— Он требовал поскорее перейти к следующему шагу — оцифровке сознания человека, которая позволила бы сколь угодно долгий срок хранить его на внешнем носителе. Это же, если вдуматься, и есть бессмертие. Во всяком случае, первый шаг на этом пути. О, он был весьма убедителен, когда говорил ученому, что тело его жены уже никогда не восстановится после аварии. Но ее разум, то, что составляло самую ее суть — мысли, воспоминания, склад ума, — еще можно было спасти, перенеся, как слабый огонек, в другую лампадку. В другое, юное и прекрасное, тело с неисчерпанным запасом жизненных сил. А напоследок, видя, что его доводы разбиваются о непробиваемую броню, как бы невзначай бросил: «Вы уже позаботились о том, чтобы оцифровать сознание дочери? А то один маленький несчастный случай — и вы потеряете последнего родного человека».
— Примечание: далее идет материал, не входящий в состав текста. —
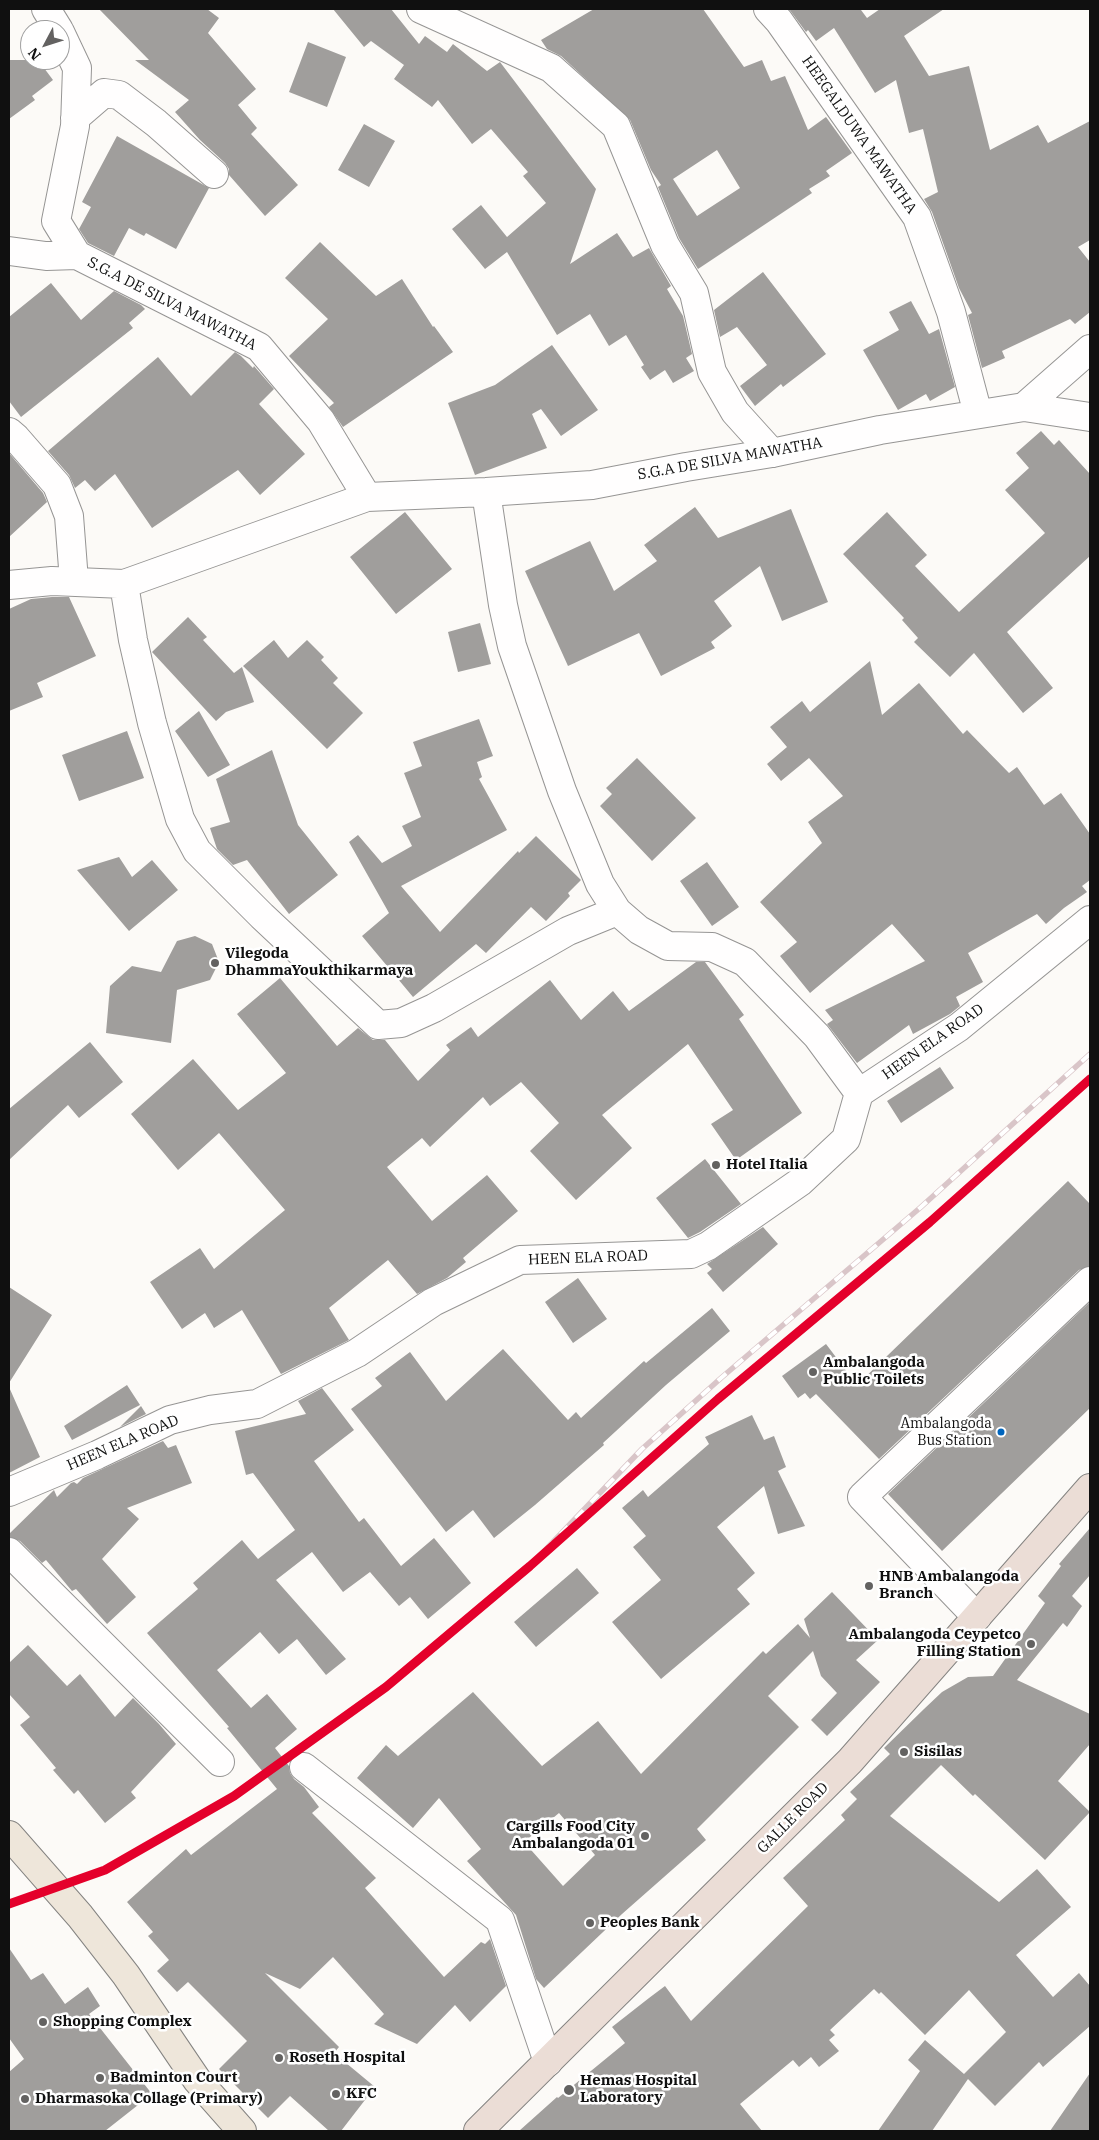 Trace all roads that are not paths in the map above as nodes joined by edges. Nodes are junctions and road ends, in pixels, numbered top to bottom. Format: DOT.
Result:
graph roads {
  1 [pos="46,9"];
  2 [pos="421,9"];
  3 [pos="768,9"];
  4 [pos="54,20"];
  5 [pos="70,53"];
  6 [pos="75,118"];
  7 [pos="214,174"];
  8 [pos="9,251"];
  9 [pos="76,255"];
  10 [pos="1090,349"];
  11 [pos="1024,407"];
  12 [pos="978,414"];
  13 [pos="1090,417"];
  14 [pos="9,432"];
  15 [pos="772,453"];
  16 [pos="486,492"];
  17 [pos="367,497"];
  18 [pos="74,582"];
  19 [pos="124,584"];
  20 [pos="9,585"];
  21 [pos="617,911"];
  22 [pos="1090,920"];
  23 [pos="859,1093"];
  24 [pos="1090,1281"];
  25 [pos="1090,1488"];
  26 [pos="9,1492"];
  27 [pos="9,1552"];
  28 [pos="977,1617"];
  29 [pos="220,1762"];
  30 [pos="304,1767"];
  31 [pos="9,1835"];
  32 [pos="548,2062"];
  33 [pos="242,2131"];
  34 [pos="478,2131"];
  1 -- 4 [label="street, S.G.A DE SILVA MAWATHA"];
  2 -- 15 [label="street"];
  3 -- 12 [label="street, HEEGALDUWA MAWATHA"];
  5 -- 6 [label="street, S.G.A DE SILVA MAWATHA"];
  6 -- 7 [label="street"];
  6 -- 9 [label="street, S.G.A DE SILVA MAWATHA"];
  8 -- 9 [label="street"];
  9 -- 17 [label="street, S.G.A DE SILVA MAWATHA"];
  10 -- 11 [label="street"];
  11 -- 12 [label="street, S.G.A DE SILVA MAWATHA"];
  11 -- 13 [label="street, S.G.A DE SILVA MAWATHA"];
  12 -- 15 [label="street, S.G.A DE SILVA MAWATHA"];
  14 -- 18 [label="street"];
  15 -- 16 [label="street, S.G.A DE SILVA MAWATHA"];
  16 -- 17 [label="street, S.G.A DE SILVA MAWATHA"];
  16 -- 21 [label="street"];
  17 -- 19 [label="street, S.G.A DE SILVA MAWATHA"];
  18 -- 19 [label="street, S.G.A DE SILVA MAWATHA"];
  18 -- 20 [label="street, S.G.A DE SILVA MAWATHA"];
  19 -- 21 [label="street"];
  21 -- 23 [label="street"];
  22 -- 23 [label="street, HEEN ELA ROAD"];
  23 -- 26 [label="street, HEEN ELA ROAD"];
  24 -- 28 [label="street"];
  25 -- 28 [label="highway, GALLE ROAD"];
  27 -- 29 [label="street"];
  28 -- 32 [label="highway, GALLE ROAD"];
  30 -- 32 [label="street"];
  31 -- 33 [label="main road"];
  32 -- 34 [label="highway, GALLE ROAD"];
}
Лука молчал, дожидаясь, пока старик соберется с силами, чтобы закончить рассказ.
— Это стало последней каплей. В ту же ночь лаборатория была разгромлена, все файлы — результат десяти лет напряженного труда — уничтожены. Безумный ученый, который слишком долго шел на поводу у преступного эгоизма, погиб при взрыве. Это установили по генетическому составу останков. Главным образом нескольких зубов и фаланги левого мизинца. Все остальное превратилось фактически в пепел. Но Кристобальд Фогель все же вошел в историю. Правда, не так, как мечтал: его запомнили как…
— Сумасшедшего птичьего профессора, — пробормотал потрясенный Лука. Ну конечно же: Фогель — значит «птица», вот и появился дурацкий каламбур, над смыслом которого он никогда не задумывался. — Вы и есть тот ученый?
Старик усмехнулся и шутливо склонил голову.
— Получается, что я… Что мы… Не может быть. Таких совпадений просто не бывает.
— Скажи на милость, мой юный друг, почему тебя так поразила эта история?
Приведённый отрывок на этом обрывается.